## YOUR INSTRUCTIONS
How many lines below contain the word "main"? Give only the number.

[Stored entries]

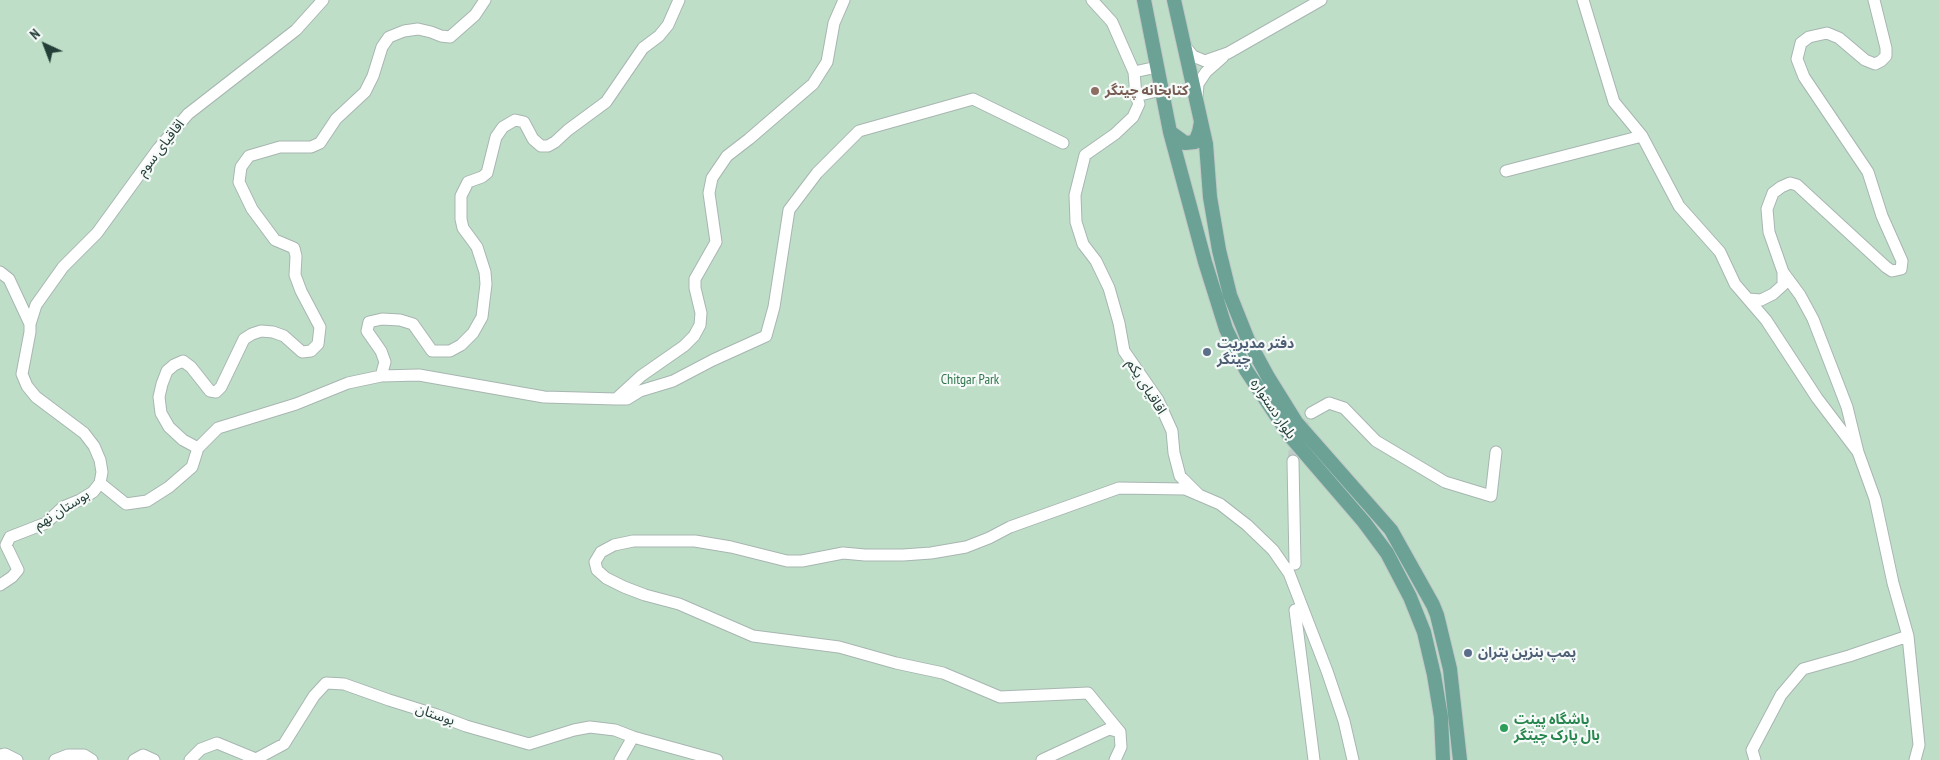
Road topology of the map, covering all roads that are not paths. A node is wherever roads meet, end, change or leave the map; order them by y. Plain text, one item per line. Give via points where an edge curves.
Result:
1 (323, 0) edge
2 (485, 0) edge
3 (679, 0) edge
4 (844, 0) edge
5 (1092, 0) edge
6 (1174, 0) edge
7 (1321, 0) edge
8 (1583, 0) edge
9 (1874, 0) edge
10 (1145, 2) edge
11 (1183, 42) junction
12 (1228, 53) junction
13 (1156, 67) junction
14 (1134, 72) junction
15 (1161, 90) junction
16 (1136, 96) junction
17 (1196, 104) junction
18 (1201, 121) junction
19 (1170, 132) junction
20 (1642, 136) junction
21 (1063, 143) dead end
22 (1506, 171) dead end
23 (0, 272) edge
24 (1783, 272) junction
25 (1748, 299) junction
26 (30, 324) junction
27 (381, 376) junction
28 (616, 399) junction
29 (1311, 413) tunnel mouth
30 (198, 448) junction
31 (1496, 452) dead end
32 (1858, 452) junction
33 (1293, 461) tunnel mouth
34 (100, 483) junction
35 (1199, 496) junction
36 (1295, 564) dead end
37 (0, 585) edge
38 (1295, 610) dead end
39 (1908, 636) junction
40 (1120, 732) junction
41 (632, 737) junction
42 (0, 755) edge
43 (17, 760) edge
44 (55, 760) edge
45 (92, 760) edge
46 (134, 760) edge
47 (154, 760) edge
48 (190, 760) edge
49 (620, 760) edge
50 (717, 760) edge
51 (1042, 760) edge
52 (1115, 760) edge
53 (1314, 760) edge
54 (1353, 760) edge
55 (1443, 760) edge
56 (1460, 760) edge
57 (1755, 760) edge
58 (1915, 760) edge

1 - 26 street, اقاقیای سوم via 296,30 188,114 96,233 63,267 36,305
2 - 30 street via 475,15 450,37 418,29 389,37 365,92 336,119 320,143 311,147 280,147 258,152 240,166 239,182 252,209 275,240 294,248 295,275 320,327 320,336 318,344 310,352 302,352 284,336 273,332 252,334 244,339 216,392 210,391 183,362 167,371 159,397 161,413 169,427
3 - 27 street via 668,25 643,48 606,102 556,142 542,146 533,139 524,122 514,120 503,127 496,136 486,173 468,182 461,196 463,228 477,247 485,272 482,317 474,332 450,351 432,351 413,324 382,319 369,322 367,331 385,362
4 - 28 street via 834,23 827,62 813,84 727,156 712,178 710,193 716,242 695,279 700,325 684,346 641,376
5 - 14 street, اقاقیای یکم via 1112,22
6 - 11 main road, بلوار دستواره
7 - 12 street
8 - 20 street via 1614,102
9 - 24 street via 1886,48 1886,56 1881,61 1875,64 1865,60 1839,38 1826,33 1809,37 1801,43 1797,59 1804,76 1868,172 1903,265 1897,271 1886,267 1797,185 1790,183 1773,193 1767,210 1769,232
10 - 13 main road, بلوار دستواره
11 - 12 street via 1193,56 1204,61
11 - 17 main road, بلوار دستواره
12 - 17 street via 1206,72 1198,84
13 - 14 street
13 - 15 main road, بلوار دستواره
14 - 16 street, اقاقیای یکم
15 - 16 street
15 - 19 main road, بلوار دستواره
16 - 35 street, اقاقیای یکم via 1139,104 1133,117 1085,155 1075,195 1076,222 1083,244 1096,261 1109,288 1124,351 1158,400 1172,431 1180,476
17 - 18 main road, بلوار دستواره
18 - 19 main road via 1194,142 1185,143
18 - 56 main road, بلوار دستواره via 1219,250 1230,295 1248,340 1296,422 1391,530 1433,605 1450,669
19 - 55 main road, بلوار دستواره via 1226,329 1246,370 1290,436 1387,553 1410,597 1424,632 1434,675 1441,717
20 - 22 street
20 - 25 street via 1679,206 1720,252 1735,284
21 - 28 street via 973,99 859,131 817,173 789,210 774,307 766,336 673,381 640,391 627,399
23 - 26 street via 9,279
24 - 25 street via 1783,285 1773,294 1761,300
24 - 32 street via 1814,319 1847,407
25 - 32 street
26 - 34 street, بوستان نهم via 22,374 27,386 36,397 84,433 94,446 102,472
27 - 28 street via 418,375 544,397
27 - 30 street via 348,383 296,404 218,428
29 - 31 street via 1329,403 1344,408 1376,441 1444,482 1491,496
30 - 34 street via 192,467 147,501 126,504
32 - 39 street via 1875,499
33 - 36 street
34 - 37 street, بوستان نهم via 93,492 64,506 46,523 10,537 6,545 18,570
35 - 40 street via 1184,490 1119,488 1010,527 966,547 931,553 843,553 787,561 695,541 633,541 601,552 595,562 597,570 606,578 624,587 679,604 753,636 839,647 943,673 1000,697 1088,693
35 - 54 street, اقاقیای یکم via 1220,504 1246,525 1273,550 1289,573 1327,670
38 - 53 street
39 - 57 street via 1804,669 1781,695 1752,750
39 - 58 street via 1919,744
40 - 51 street via 1109,729
40 - 52 street via 1121,747
41 - 48 street, بوستان via 615,730 590,727 529,744 344,684 326,683 314,696 284,744 256,759 217,743 201,749
41 - 49 street
41 - 50 street, بوستان
42 - 43 street
44 - 45 street via 68,755 84,755
46 - 47 street via 143,756

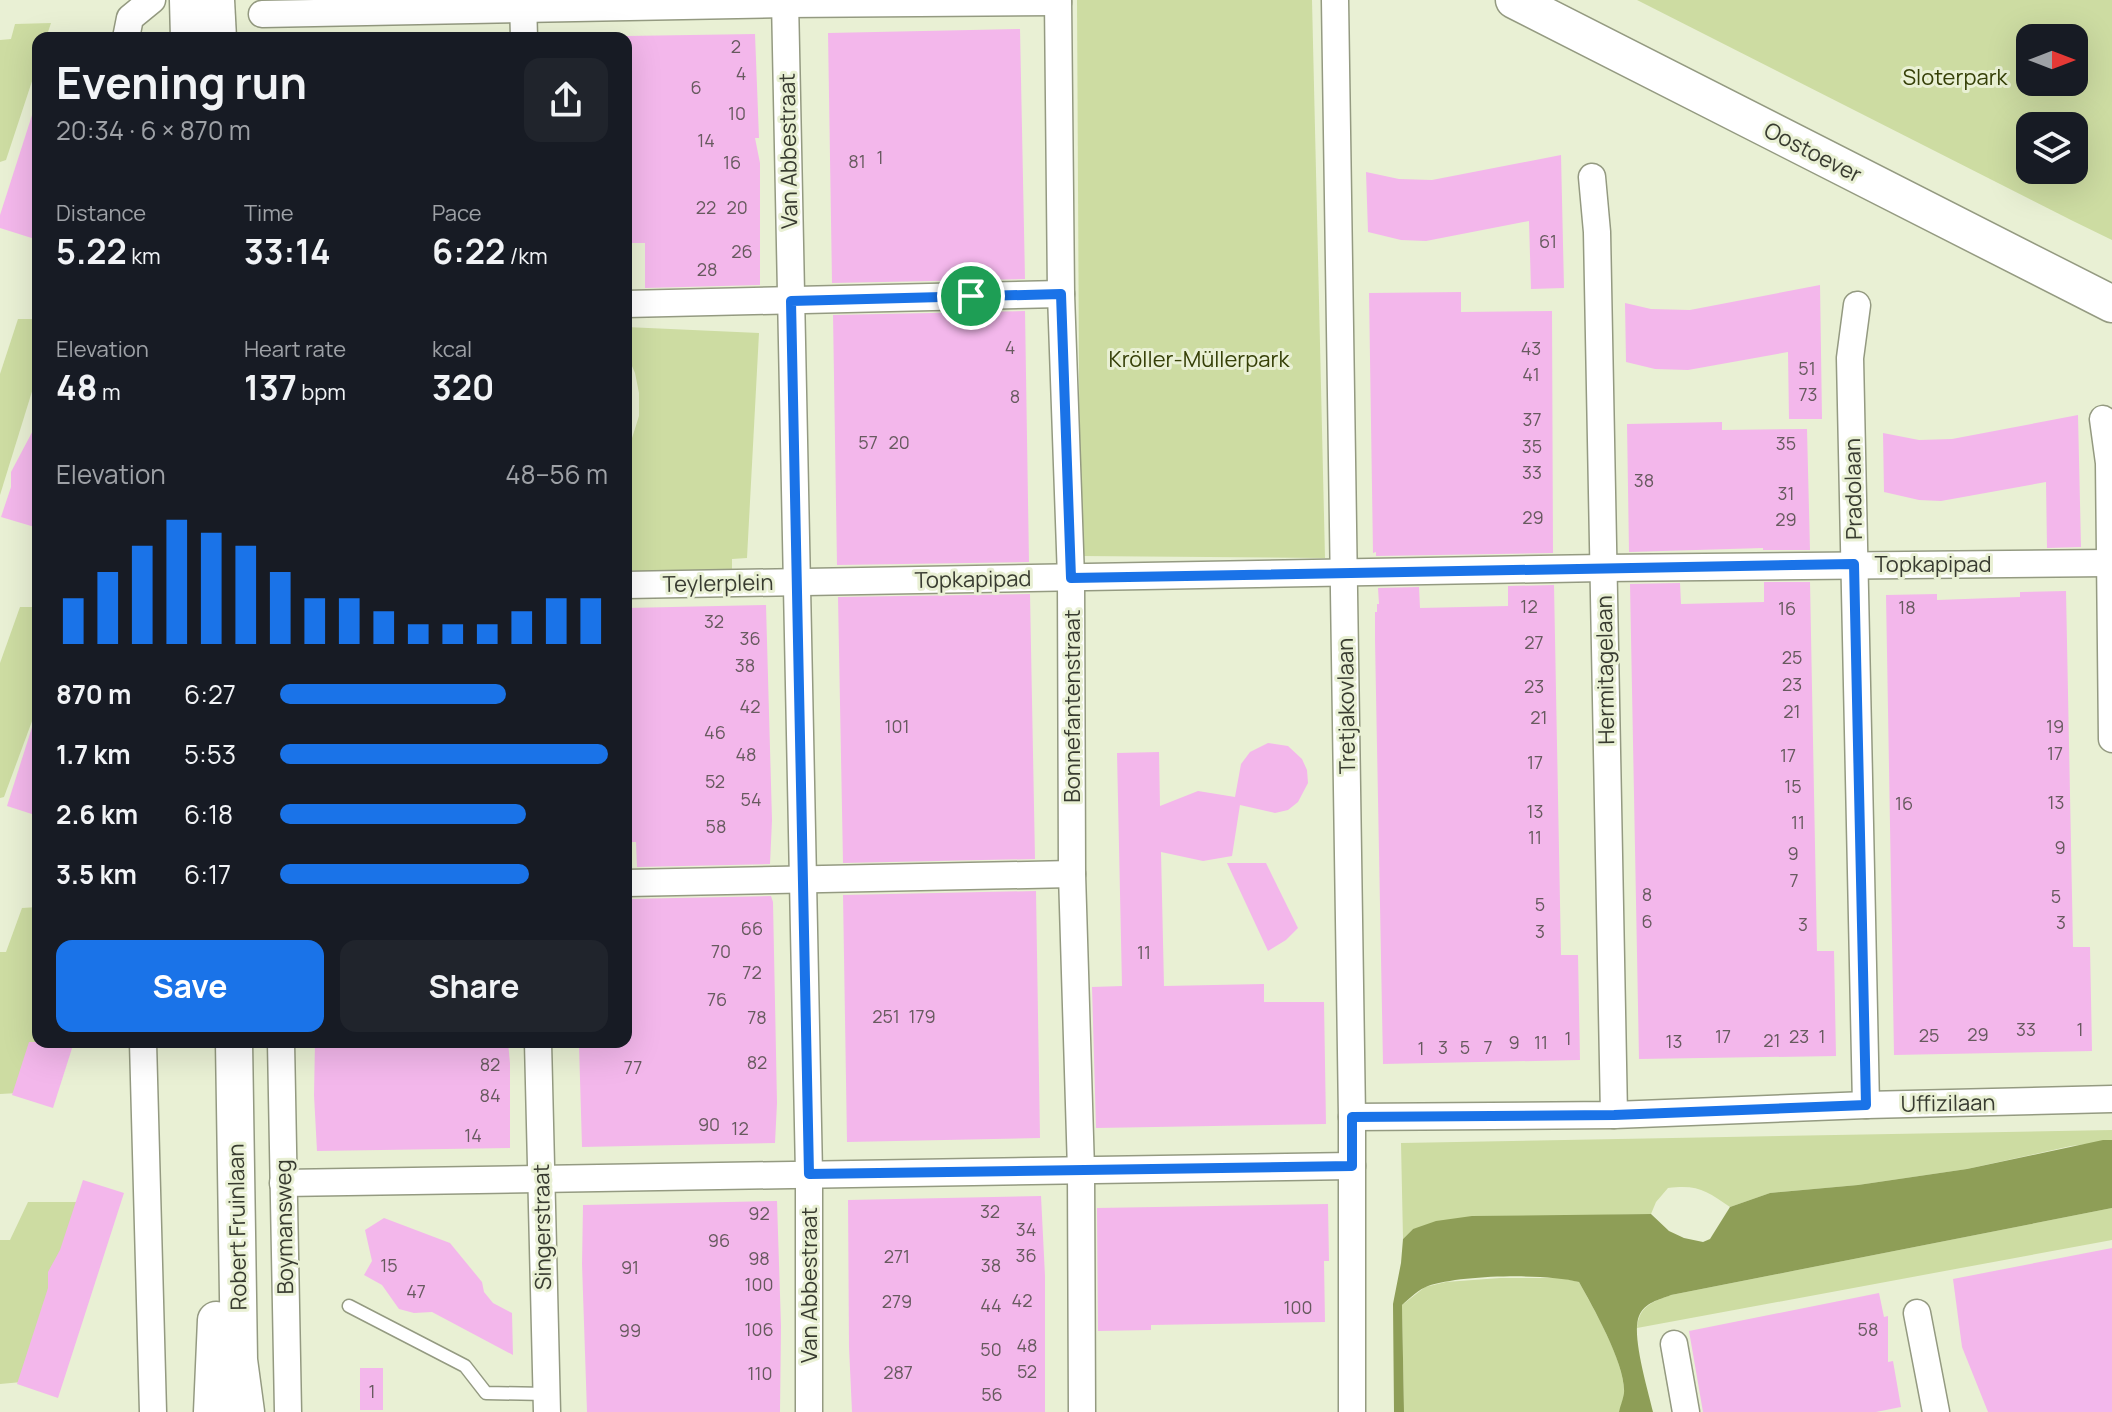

## WRITTEN SOLUTION
9